## Instructions for the task
Copy all the entries word for word, but omit the pictures.

Stored data entries
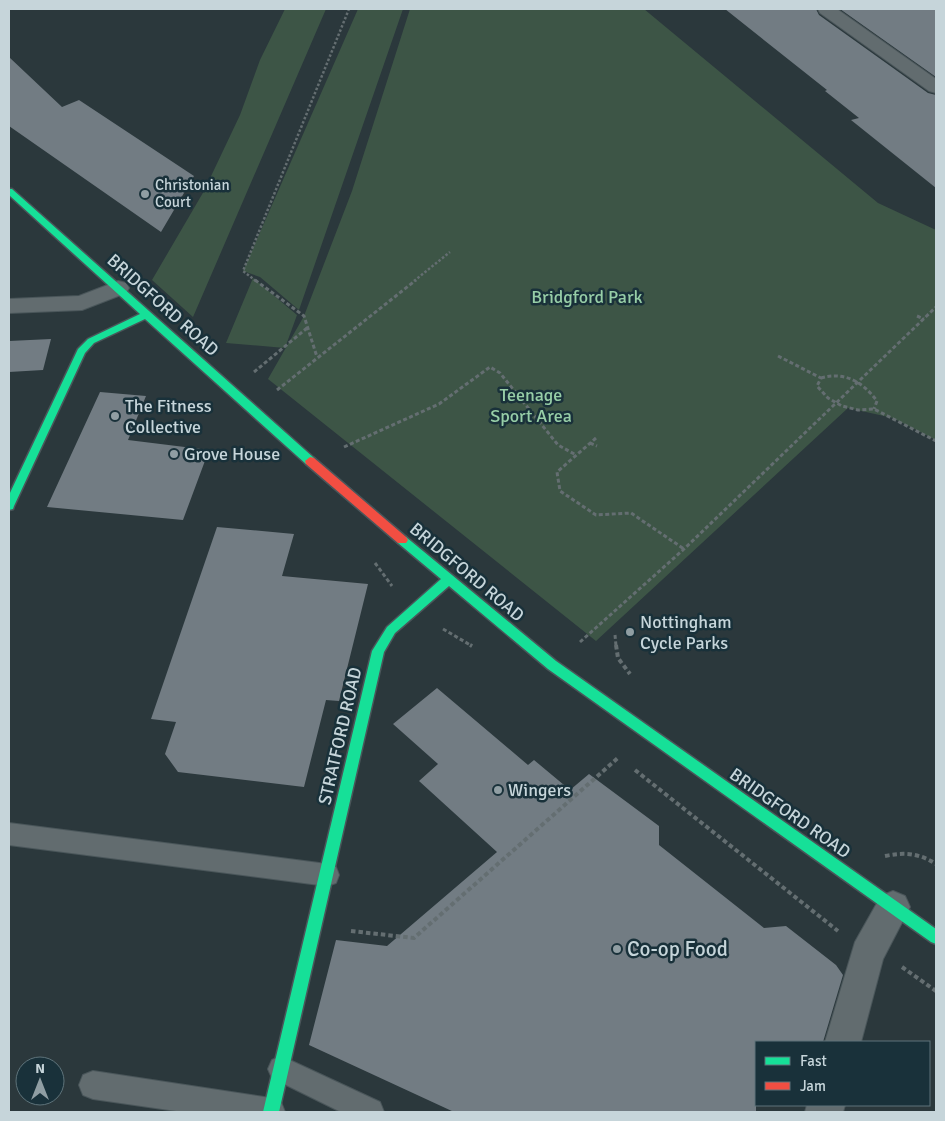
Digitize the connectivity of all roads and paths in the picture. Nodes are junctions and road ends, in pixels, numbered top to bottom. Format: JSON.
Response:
{"nodes":[{"id":1,"x":349,"y":9,"type":"edge"},
{"id":2,"x":826,"y":9,"type":"edge"},
{"id":3,"x":936,"y":87,"type":"edge"},
{"id":4,"x":9,"y":191,"type":"edge"},
{"id":5,"x":450,"y":252,"type":"dead end"},
{"id":6,"x":118,"y":288,"type":"junction"},
{"id":7,"x":9,"y":306,"type":"edge"},
{"id":8,"x":936,"y":307,"type":"edge"},
{"id":9,"x":147,"y":314,"type":"junction"},
{"id":10,"x":917,"y":316,"type":"dead end"},
{"id":11,"x":924,"y":319,"type":"junction"},
{"id":12,"x":307,"y":328,"type":"junction"},
{"id":13,"x":778,"y":356,"type":"dead end"},
{"id":14,"x":317,"y":357,"type":"junction"},
{"id":15,"x":252,"y":374,"type":"dead end"},
{"id":16,"x":821,"y":378,"type":"junction"},
{"id":17,"x":858,"y":382,"type":"junction"},
{"id":18,"x":280,"y":388,"type":"dead end"},
{"id":19,"x":836,"y":403,"type":"junction"},
{"id":20,"x":874,"y":409,"type":"junction"},
{"id":21,"x":596,"y":438,"type":"dead end"},
{"id":22,"x":936,"y":441,"type":"edge"},
{"id":23,"x":590,"y":443,"type":"junction"},
{"id":24,"x":596,"y":446,"type":"dead end"},
{"id":25,"x":344,"y":448,"type":"dead end"},
{"id":26,"x":576,"y":455,"type":"junction"},
{"id":27,"x":9,"y":506,"type":"edge"},
{"id":28,"x":684,"y":549,"type":"junction"},
{"id":29,"x":448,"y":580,"type":"junction"},
{"id":30,"x":615,"y":635,"type":"dead end"},
{"id":31,"x":552,"y":665,"type":"junction"},
{"id":32,"x":630,"y":674,"type":"dead end"},
{"id":33,"x":619,"y":757,"type":"dead end"},
{"id":34,"x":9,"y":834,"type":"edge"},
{"id":35,"x":327,"y":875,"type":"junction"},
{"id":36,"x":893,"y":907,"type":"junction"},
{"id":37,"x":315,"y":926,"type":"junction"},
{"id":38,"x":936,"y":938,"type":"edge"},
{"id":39,"x":843,"y":1041,"type":"edge"},
{"id":40,"x":281,"y":1069,"type":"junction"},
{"id":41,"x":94,"y":1085,"type":"dead end"},
{"id":42,"x":271,"y":1112,"type":"edge"},
{"id":43,"x":370,"y":1112,"type":"edge"}],
"edges":[{"from":1,"to":12,"type":"path"},
{"from":2,"to":3,"type":"street"},
{"from":4,"to":6,"type":"street","name":"BRIDGFORD ROAD"},
{"from":5,"to":14,"type":"path"},
{"from":6,"to":7,"type":"street"},
{"from":6,"to":9,"type":"street","name":"BRIDGFORD ROAD"},
{"from":8,"to":11,"type":"path"},
{"from":9,"to":27,"type":"street"},
{"from":9,"to":29,"type":"street","name":"BRIDGFORD ROAD"},
{"from":10,"to":11,"type":"path"},
{"from":11,"to":17,"type":"path"},
{"from":12,"to":14,"type":"path"},
{"from":12,"to":15,"type":"path"},
{"from":13,"to":16,"type":"path"},
{"from":14,"to":18,"type":"path"},
{"from":16,"to":17,"type":"path"},
{"from":16,"to":19,"type":"path"},
{"from":17,"to":19,"type":"path"},
{"from":17,"to":20,"type":"path"},
{"from":19,"to":20,"type":"path"},
{"from":19,"to":28,"type":"path"},
{"from":20,"to":22,"type":"path"},
{"from":21,"to":23,"type":"path"},
{"from":23,"to":24,"type":"path"},
{"from":23,"to":26,"type":"path"},
{"from":25,"to":26,"type":"path"},
{"from":26,"to":28,"type":"path"},
{"from":28,"to":31,"type":"path"},
{"from":29,"to":31,"type":"street","name":"BRIDGFORD ROAD"},
{"from":29,"to":35,"type":"street","name":"STRATFORD ROAD"},
{"from":30,"to":32,"type":"path"},
{"from":31,"to":36,"type":"street","name":"BRIDGFORD ROAD"},
{"from":33,"to":37,"type":"path"},
{"from":34,"to":35,"type":"lane"},
{"from":35,"to":37,"type":"street","name":"STRATFORD ROAD"},
{"from":36,"to":38,"type":"street","name":"BRIDGFORD ROAD"},
{"from":36,"to":39,"type":"street"},
{"from":37,"to":40,"type":"street","name":"STRATFORD ROAD"},
{"from":40,"to":42,"type":"street","name":"STRATFORD ROAD"},
{"from":40,"to":43,"type":"lane"},
{"from":41,"to":42,"type":"lane"}]}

## Solution for this task
Digitize the connectivity of all roads and paths in the picture. Nodes are junctions and road ends, in pixels, numbered top to bottom. Format: JSON.
Response:
{"nodes":[{"id":1,"x":349,"y":9,"type":"edge"},
{"id":2,"x":826,"y":9,"type":"edge"},
{"id":3,"x":936,"y":87,"type":"edge"},
{"id":4,"x":9,"y":191,"type":"edge"},
{"id":5,"x":450,"y":252,"type":"dead end"},
{"id":6,"x":118,"y":288,"type":"junction"},
{"id":7,"x":9,"y":306,"type":"edge"},
{"id":8,"x":936,"y":307,"type":"edge"},
{"id":9,"x":147,"y":314,"type":"junction"},
{"id":10,"x":917,"y":316,"type":"dead end"},
{"id":11,"x":924,"y":319,"type":"junction"},
{"id":12,"x":307,"y":328,"type":"junction"},
{"id":13,"x":778,"y":356,"type":"dead end"},
{"id":14,"x":317,"y":357,"type":"junction"},
{"id":15,"x":252,"y":374,"type":"dead end"},
{"id":16,"x":821,"y":378,"type":"junction"},
{"id":17,"x":858,"y":382,"type":"junction"},
{"id":18,"x":280,"y":388,"type":"dead end"},
{"id":19,"x":836,"y":403,"type":"junction"},
{"id":20,"x":874,"y":409,"type":"junction"},
{"id":21,"x":596,"y":438,"type":"dead end"},
{"id":22,"x":936,"y":441,"type":"edge"},
{"id":23,"x":590,"y":443,"type":"junction"},
{"id":24,"x":596,"y":446,"type":"dead end"},
{"id":25,"x":344,"y":448,"type":"dead end"},
{"id":26,"x":576,"y":455,"type":"junction"},
{"id":27,"x":9,"y":506,"type":"edge"},
{"id":28,"x":684,"y":549,"type":"junction"},
{"id":29,"x":448,"y":580,"type":"junction"},
{"id":30,"x":615,"y":635,"type":"dead end"},
{"id":31,"x":552,"y":665,"type":"junction"},
{"id":32,"x":630,"y":674,"type":"dead end"},
{"id":33,"x":619,"y":757,"type":"dead end"},
{"id":34,"x":9,"y":834,"type":"edge"},
{"id":35,"x":327,"y":875,"type":"junction"},
{"id":36,"x":893,"y":907,"type":"junction"},
{"id":37,"x":315,"y":926,"type":"junction"},
{"id":38,"x":936,"y":938,"type":"edge"},
{"id":39,"x":843,"y":1041,"type":"edge"},
{"id":40,"x":281,"y":1069,"type":"junction"},
{"id":41,"x":94,"y":1085,"type":"dead end"},
{"id":42,"x":271,"y":1112,"type":"edge"},
{"id":43,"x":370,"y":1112,"type":"edge"}],
"edges":[{"from":1,"to":12,"type":"path"},
{"from":2,"to":3,"type":"street"},
{"from":4,"to":6,"type":"street","name":"BRIDGFORD ROAD"},
{"from":5,"to":14,"type":"path"},
{"from":6,"to":7,"type":"street"},
{"from":6,"to":9,"type":"street","name":"BRIDGFORD ROAD"},
{"from":8,"to":11,"type":"path"},
{"from":9,"to":27,"type":"street"},
{"from":9,"to":29,"type":"street","name":"BRIDGFORD ROAD"},
{"from":10,"to":11,"type":"path"},
{"from":11,"to":17,"type":"path"},
{"from":12,"to":14,"type":"path"},
{"from":12,"to":15,"type":"path"},
{"from":13,"to":16,"type":"path"},
{"from":14,"to":18,"type":"path"},
{"from":16,"to":17,"type":"path"},
{"from":16,"to":19,"type":"path"},
{"from":17,"to":19,"type":"path"},
{"from":17,"to":20,"type":"path"},
{"from":19,"to":20,"type":"path"},
{"from":19,"to":28,"type":"path"},
{"from":20,"to":22,"type":"path"},
{"from":21,"to":23,"type":"path"},
{"from":23,"to":24,"type":"path"},
{"from":23,"to":26,"type":"path"},
{"from":25,"to":26,"type":"path"},
{"from":26,"to":28,"type":"path"},
{"from":28,"to":31,"type":"path"},
{"from":29,"to":31,"type":"street","name":"BRIDGFORD ROAD"},
{"from":29,"to":35,"type":"street","name":"STRATFORD ROAD"},
{"from":30,"to":32,"type":"path"},
{"from":31,"to":36,"type":"street","name":"BRIDGFORD ROAD"},
{"from":33,"to":37,"type":"path"},
{"from":34,"to":35,"type":"lane"},
{"from":35,"to":37,"type":"street","name":"STRATFORD ROAD"},
{"from":36,"to":38,"type":"street","name":"BRIDGFORD ROAD"},
{"from":36,"to":39,"type":"street"},
{"from":37,"to":40,"type":"street","name":"STRATFORD ROAD"},
{"from":40,"to":42,"type":"street","name":"STRATFORD ROAD"},
{"from":40,"to":43,"type":"lane"},
{"from":41,"to":42,"type":"lane"}]}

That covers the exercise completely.